● Data shown:
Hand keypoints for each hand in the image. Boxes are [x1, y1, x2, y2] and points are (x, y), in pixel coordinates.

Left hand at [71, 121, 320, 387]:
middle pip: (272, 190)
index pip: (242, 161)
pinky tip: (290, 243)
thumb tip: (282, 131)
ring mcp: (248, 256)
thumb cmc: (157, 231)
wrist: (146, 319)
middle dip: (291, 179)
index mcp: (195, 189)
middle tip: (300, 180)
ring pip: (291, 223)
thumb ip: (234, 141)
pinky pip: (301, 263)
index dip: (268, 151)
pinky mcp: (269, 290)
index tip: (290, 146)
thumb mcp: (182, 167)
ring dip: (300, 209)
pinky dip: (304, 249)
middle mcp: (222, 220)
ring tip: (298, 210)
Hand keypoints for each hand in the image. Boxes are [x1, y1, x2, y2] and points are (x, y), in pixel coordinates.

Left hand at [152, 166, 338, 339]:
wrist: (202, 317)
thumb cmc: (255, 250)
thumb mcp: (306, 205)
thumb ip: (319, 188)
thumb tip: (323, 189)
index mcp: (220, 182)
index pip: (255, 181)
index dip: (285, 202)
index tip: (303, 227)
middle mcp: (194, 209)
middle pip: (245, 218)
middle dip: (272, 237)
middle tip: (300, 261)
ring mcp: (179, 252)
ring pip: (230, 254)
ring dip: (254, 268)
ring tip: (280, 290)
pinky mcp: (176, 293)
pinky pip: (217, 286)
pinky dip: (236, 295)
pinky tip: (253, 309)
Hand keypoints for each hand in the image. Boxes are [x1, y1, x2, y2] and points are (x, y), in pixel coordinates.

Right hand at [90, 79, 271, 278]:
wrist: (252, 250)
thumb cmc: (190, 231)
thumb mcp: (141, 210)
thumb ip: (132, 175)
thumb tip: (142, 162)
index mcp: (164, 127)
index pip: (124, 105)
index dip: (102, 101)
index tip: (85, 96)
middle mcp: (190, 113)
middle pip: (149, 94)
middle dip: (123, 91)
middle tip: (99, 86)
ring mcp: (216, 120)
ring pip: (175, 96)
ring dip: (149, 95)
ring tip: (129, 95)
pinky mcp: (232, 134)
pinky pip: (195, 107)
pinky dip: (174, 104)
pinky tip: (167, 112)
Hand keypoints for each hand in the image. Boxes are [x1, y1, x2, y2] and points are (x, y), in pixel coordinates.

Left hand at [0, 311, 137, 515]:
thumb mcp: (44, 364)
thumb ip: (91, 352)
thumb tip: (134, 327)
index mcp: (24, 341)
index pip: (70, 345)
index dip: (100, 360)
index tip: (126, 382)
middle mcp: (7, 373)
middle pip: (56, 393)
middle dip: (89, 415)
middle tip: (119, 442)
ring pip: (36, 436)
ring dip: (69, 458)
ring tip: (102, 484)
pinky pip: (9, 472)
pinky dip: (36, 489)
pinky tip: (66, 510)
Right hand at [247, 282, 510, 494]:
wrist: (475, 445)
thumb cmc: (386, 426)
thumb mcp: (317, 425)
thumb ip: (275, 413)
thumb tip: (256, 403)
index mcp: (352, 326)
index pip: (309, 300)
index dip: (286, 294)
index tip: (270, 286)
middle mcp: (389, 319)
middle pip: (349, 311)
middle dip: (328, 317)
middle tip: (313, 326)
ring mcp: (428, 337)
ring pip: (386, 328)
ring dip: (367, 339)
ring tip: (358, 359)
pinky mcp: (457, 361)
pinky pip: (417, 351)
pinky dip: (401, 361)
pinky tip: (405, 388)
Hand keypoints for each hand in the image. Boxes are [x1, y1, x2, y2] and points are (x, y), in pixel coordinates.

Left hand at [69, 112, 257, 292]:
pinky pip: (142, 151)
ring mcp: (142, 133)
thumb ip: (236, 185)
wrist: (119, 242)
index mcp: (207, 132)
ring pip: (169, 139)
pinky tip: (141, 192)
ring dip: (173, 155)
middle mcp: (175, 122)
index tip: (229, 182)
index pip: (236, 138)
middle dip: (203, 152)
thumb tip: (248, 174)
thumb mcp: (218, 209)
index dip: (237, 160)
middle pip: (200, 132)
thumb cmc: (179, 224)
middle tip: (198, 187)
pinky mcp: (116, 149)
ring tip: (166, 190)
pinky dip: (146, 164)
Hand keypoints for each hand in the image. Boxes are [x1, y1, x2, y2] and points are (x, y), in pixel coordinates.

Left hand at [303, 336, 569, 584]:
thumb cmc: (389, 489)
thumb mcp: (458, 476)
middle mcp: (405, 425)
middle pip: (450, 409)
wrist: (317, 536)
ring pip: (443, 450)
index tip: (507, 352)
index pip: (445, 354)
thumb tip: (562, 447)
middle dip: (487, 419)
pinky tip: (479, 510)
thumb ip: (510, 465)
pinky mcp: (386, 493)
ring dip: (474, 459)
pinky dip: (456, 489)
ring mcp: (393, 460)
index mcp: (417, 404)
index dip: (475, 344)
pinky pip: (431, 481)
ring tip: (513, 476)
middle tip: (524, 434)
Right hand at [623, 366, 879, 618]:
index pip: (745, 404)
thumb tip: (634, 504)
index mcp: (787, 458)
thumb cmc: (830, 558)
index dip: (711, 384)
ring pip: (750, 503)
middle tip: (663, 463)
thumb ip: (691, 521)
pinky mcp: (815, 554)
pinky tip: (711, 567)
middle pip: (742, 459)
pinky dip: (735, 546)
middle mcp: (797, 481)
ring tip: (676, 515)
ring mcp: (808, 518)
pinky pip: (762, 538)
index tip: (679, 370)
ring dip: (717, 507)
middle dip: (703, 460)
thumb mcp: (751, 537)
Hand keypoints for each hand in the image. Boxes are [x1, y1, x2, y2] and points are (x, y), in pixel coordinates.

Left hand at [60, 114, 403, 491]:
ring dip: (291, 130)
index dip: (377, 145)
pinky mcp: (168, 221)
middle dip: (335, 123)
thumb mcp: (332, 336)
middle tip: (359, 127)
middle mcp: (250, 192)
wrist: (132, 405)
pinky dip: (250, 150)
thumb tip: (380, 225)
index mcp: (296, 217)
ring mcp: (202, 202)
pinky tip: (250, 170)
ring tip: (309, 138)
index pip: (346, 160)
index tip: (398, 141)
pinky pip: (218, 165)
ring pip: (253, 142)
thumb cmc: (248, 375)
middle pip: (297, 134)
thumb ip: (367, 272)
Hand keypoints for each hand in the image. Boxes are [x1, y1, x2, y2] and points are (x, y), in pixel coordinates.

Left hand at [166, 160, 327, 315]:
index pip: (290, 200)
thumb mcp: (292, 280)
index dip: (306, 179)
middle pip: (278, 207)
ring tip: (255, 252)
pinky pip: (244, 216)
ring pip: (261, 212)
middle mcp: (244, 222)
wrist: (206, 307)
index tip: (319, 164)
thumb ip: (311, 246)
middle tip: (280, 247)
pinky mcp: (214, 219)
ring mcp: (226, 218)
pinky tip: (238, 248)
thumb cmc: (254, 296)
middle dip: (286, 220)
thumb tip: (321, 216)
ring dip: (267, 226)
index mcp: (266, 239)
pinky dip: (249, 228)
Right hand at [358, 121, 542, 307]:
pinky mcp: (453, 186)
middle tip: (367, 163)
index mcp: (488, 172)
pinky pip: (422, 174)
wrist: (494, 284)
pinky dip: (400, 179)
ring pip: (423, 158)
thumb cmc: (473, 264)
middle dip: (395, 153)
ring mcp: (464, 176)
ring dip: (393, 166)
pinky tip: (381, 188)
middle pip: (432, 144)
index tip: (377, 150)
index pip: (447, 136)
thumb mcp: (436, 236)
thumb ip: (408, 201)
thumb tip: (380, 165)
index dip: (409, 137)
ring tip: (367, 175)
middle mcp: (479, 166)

● Problem description: The entire set of records should be returned exactly.

● Solution below:
Hand keypoints for each hand in the image. Boxes are [x1, y1, x2, y2] and points are (x, y), in pixel coordinates.

Left hand at [71, 121, 320, 387]:
middle pip: (272, 190)
index pip: (242, 161)
pinky tip: (290, 243)
thumb tip: (282, 131)
ring mcp: (248, 256)
thumb cmc: (157, 231)
wrist: (146, 319)
middle dip: (291, 179)
index mcp: (195, 189)
middle tip: (300, 180)
ring pip: (291, 223)
thumb ip: (234, 141)
pinky pip: (301, 263)
index dip: (268, 151)
pinky mcp: (269, 290)
index tip: (290, 146)
thumb mcp: (182, 167)
ring dip: (300, 209)
pinky dip: (304, 249)
middle mcp: (222, 220)
ring tip: (298, 210)
Hand keypoints for each hand in the image. Boxes are [x1, y1, x2, y2] and points are (x, y), in pixel coordinates.

Left hand at [152, 166, 338, 339]:
wrist: (202, 317)
thumb cmc: (255, 250)
thumb mcp: (306, 205)
thumb ip: (319, 188)
thumb tip: (323, 189)
index mcp: (220, 182)
index pip: (255, 181)
index dip: (285, 202)
index tip: (303, 227)
middle mcp: (194, 209)
middle pip: (245, 218)
middle dip: (272, 237)
middle tip: (300, 261)
ring mcp: (179, 252)
ring pip: (230, 254)
ring dip: (254, 268)
ring tip: (280, 290)
pinky mcp: (176, 293)
pinky pip: (217, 286)
pinky dip: (236, 295)
pinky tip: (253, 309)
Hand keypoints for each hand in the image. Boxes are [x1, y1, x2, y2] and points are (x, y), in pixel coordinates.

Right hand at [90, 79, 271, 278]:
wrist: (252, 250)
thumb cmc: (190, 231)
thumb mcp: (141, 210)
thumb ip: (132, 175)
thumb tip: (142, 162)
index mcp: (164, 127)
index pip: (124, 105)
index dip: (102, 101)
index tip: (85, 96)
middle mcp: (190, 113)
middle pip: (149, 94)
middle dip: (123, 91)
middle tip: (99, 86)
ring mcp: (216, 120)
ring pip: (175, 96)
ring dip: (149, 95)
ring tip: (129, 95)
pinky mcp: (232, 134)
pinky pip: (195, 107)
pinky dip: (174, 104)
pinky tip: (167, 112)
Hand keypoints for each hand in the image. Boxes are [x1, y1, x2, y2] and points are (x, y), in pixel coordinates.

Left hand at [0, 311, 137, 515]:
thumb mcp: (44, 364)
thumb ip: (91, 352)
thumb tip: (134, 327)
index mcp: (24, 341)
index pip: (70, 345)
index dip: (100, 360)
index tip: (126, 382)
middle mcp: (7, 373)
middle pip: (56, 393)
middle dip: (89, 415)
middle tip: (119, 442)
ring pip: (36, 436)
ring dip: (69, 458)
ring tip: (102, 484)
pinky pip: (9, 472)
pinky dip: (36, 489)
pinky tip: (66, 510)
Right hand at [247, 282, 510, 494]:
wrist: (475, 445)
thumb cmc: (386, 426)
thumb mcp: (317, 425)
thumb ip: (275, 413)
thumb tip: (256, 403)
index mcp: (352, 326)
index pip: (309, 300)
index dip: (286, 294)
index tip: (270, 286)
middle mcp: (389, 319)
middle pip: (349, 311)
middle dip: (328, 317)
middle tip: (313, 326)
ring mcp: (428, 337)
ring pip: (386, 328)
ring dip: (367, 339)
ring tip: (358, 359)
pinky mcp: (457, 361)
pinky pip: (417, 351)
pinky dip: (401, 361)
pinky tip: (405, 388)
Hand keypoints for each hand in the image. Boxes are [x1, y1, x2, y2] and points are (x, y), in pixel coordinates.

Left hand at [69, 112, 257, 292]:
pinky pip: (142, 151)
ring mcp: (142, 133)
thumb ip: (236, 185)
wrist: (119, 242)
index mcp: (207, 132)
ring pip: (169, 139)
pinky tip: (141, 192)
ring dip: (173, 155)
middle mcp: (175, 122)
index tip: (229, 182)
index pip: (236, 138)
middle dip: (203, 152)
thumb tip: (248, 174)
thumb mcp: (218, 209)
index dip: (237, 160)
middle pip: (200, 132)
thumb cmc: (179, 224)
middle tip: (198, 187)
pinky mcp: (116, 149)
ring tip: (166, 190)
pinky dip: (146, 164)
Hand keypoints for each hand in the image. Boxes are [x1, y1, x2, y2] and points are (x, y), in pixel coordinates.

Left hand at [303, 336, 569, 584]:
thumb cmc: (389, 489)
thumb mcp: (458, 476)
middle mcp: (405, 425)
middle pip: (450, 409)
wrist: (317, 536)
ring pip: (443, 450)
index tip: (507, 352)
index pip: (445, 354)
thumb tip: (562, 447)
middle dip: (487, 419)
pinky tip: (479, 510)
thumb ip: (510, 465)
pinky mcp: (386, 493)
ring dip: (474, 459)
pinky dip: (456, 489)
ring mcp: (393, 460)
index mcp: (417, 404)
index dip: (475, 344)
pinky pip: (431, 481)
ring tip: (513, 476)
middle tip: (524, 434)
Right hand at [623, 366, 879, 618]:
index pip: (745, 404)
thumb tip: (634, 504)
index mcp: (787, 458)
thumb cmc: (830, 558)
index dip: (711, 384)
ring pip: (750, 503)
middle tip: (663, 463)
thumb ip: (691, 521)
pinky mcp: (815, 554)
pinky tip: (711, 567)
middle pip: (742, 459)
pinky dip: (735, 546)
middle mcp: (797, 481)
ring tip: (676, 515)
ring mcp: (808, 518)
pinky pip: (762, 538)
index tip: (679, 370)
ring dip: (717, 507)
middle dip: (703, 460)
thumb mcp: (751, 537)
Hand keypoints for each hand in the image. Boxes are [x1, y1, x2, y2] and points are (x, y), in pixel coordinates.

Left hand at [60, 114, 403, 491]:
ring dip: (291, 130)
index dip: (377, 145)
pinky mcp: (168, 221)
middle dip: (335, 123)
thumb mcp: (332, 336)
middle tip: (359, 127)
middle mcp: (250, 192)
wrist: (132, 405)
pinky dip: (250, 150)
thumb tip: (380, 225)
index mcp: (296, 217)
ring mcp: (202, 202)
pinky tip: (250, 170)
ring tip: (309, 138)
index pip: (346, 160)
index tip: (398, 141)
pinky pip: (218, 165)
ring pip: (253, 142)
thumb cmc: (248, 375)
middle pip: (297, 134)
thumb ip: (367, 272)
Hand keypoints for each hand in the image. Boxes are [x1, y1, x2, y2] and points are (x, y), in pixel coordinates.

Left hand at [166, 160, 327, 315]:
index pip: (290, 200)
thumb mcp: (292, 280)
index dip: (306, 179)
middle pip: (278, 207)
ring tip: (255, 252)
pinky pip: (244, 216)
ring pip: (261, 212)
middle mcp: (244, 222)
wrist: (206, 307)
index tip: (319, 164)
thumb ip: (311, 246)
middle tip: (280, 247)
pinky mcp: (214, 219)
ring mcp: (226, 218)
pinky tip: (238, 248)
thumb cmc: (254, 296)
middle dip: (286, 220)
thumb tip: (321, 216)
ring dip: (267, 226)
index mcp: (266, 239)
pinky dip: (249, 228)
Right hand at [358, 121, 542, 307]:
pinky mcp: (453, 186)
middle tip: (367, 163)
index mcp: (488, 172)
pinky pip: (422, 174)
wrist: (494, 284)
pinky dip: (400, 179)
ring pip: (423, 158)
thumb cmc: (473, 264)
middle dip: (395, 153)
ring mcp: (464, 176)
ring dip: (393, 166)
pinky tip: (381, 188)
middle pip: (432, 144)
index tip: (377, 150)
index pip: (447, 136)
thumb mcp: (436, 236)
thumb ip: (408, 201)
thumb tip: (380, 165)
index dip: (409, 137)
ring tip: (367, 175)
middle mcp: (479, 166)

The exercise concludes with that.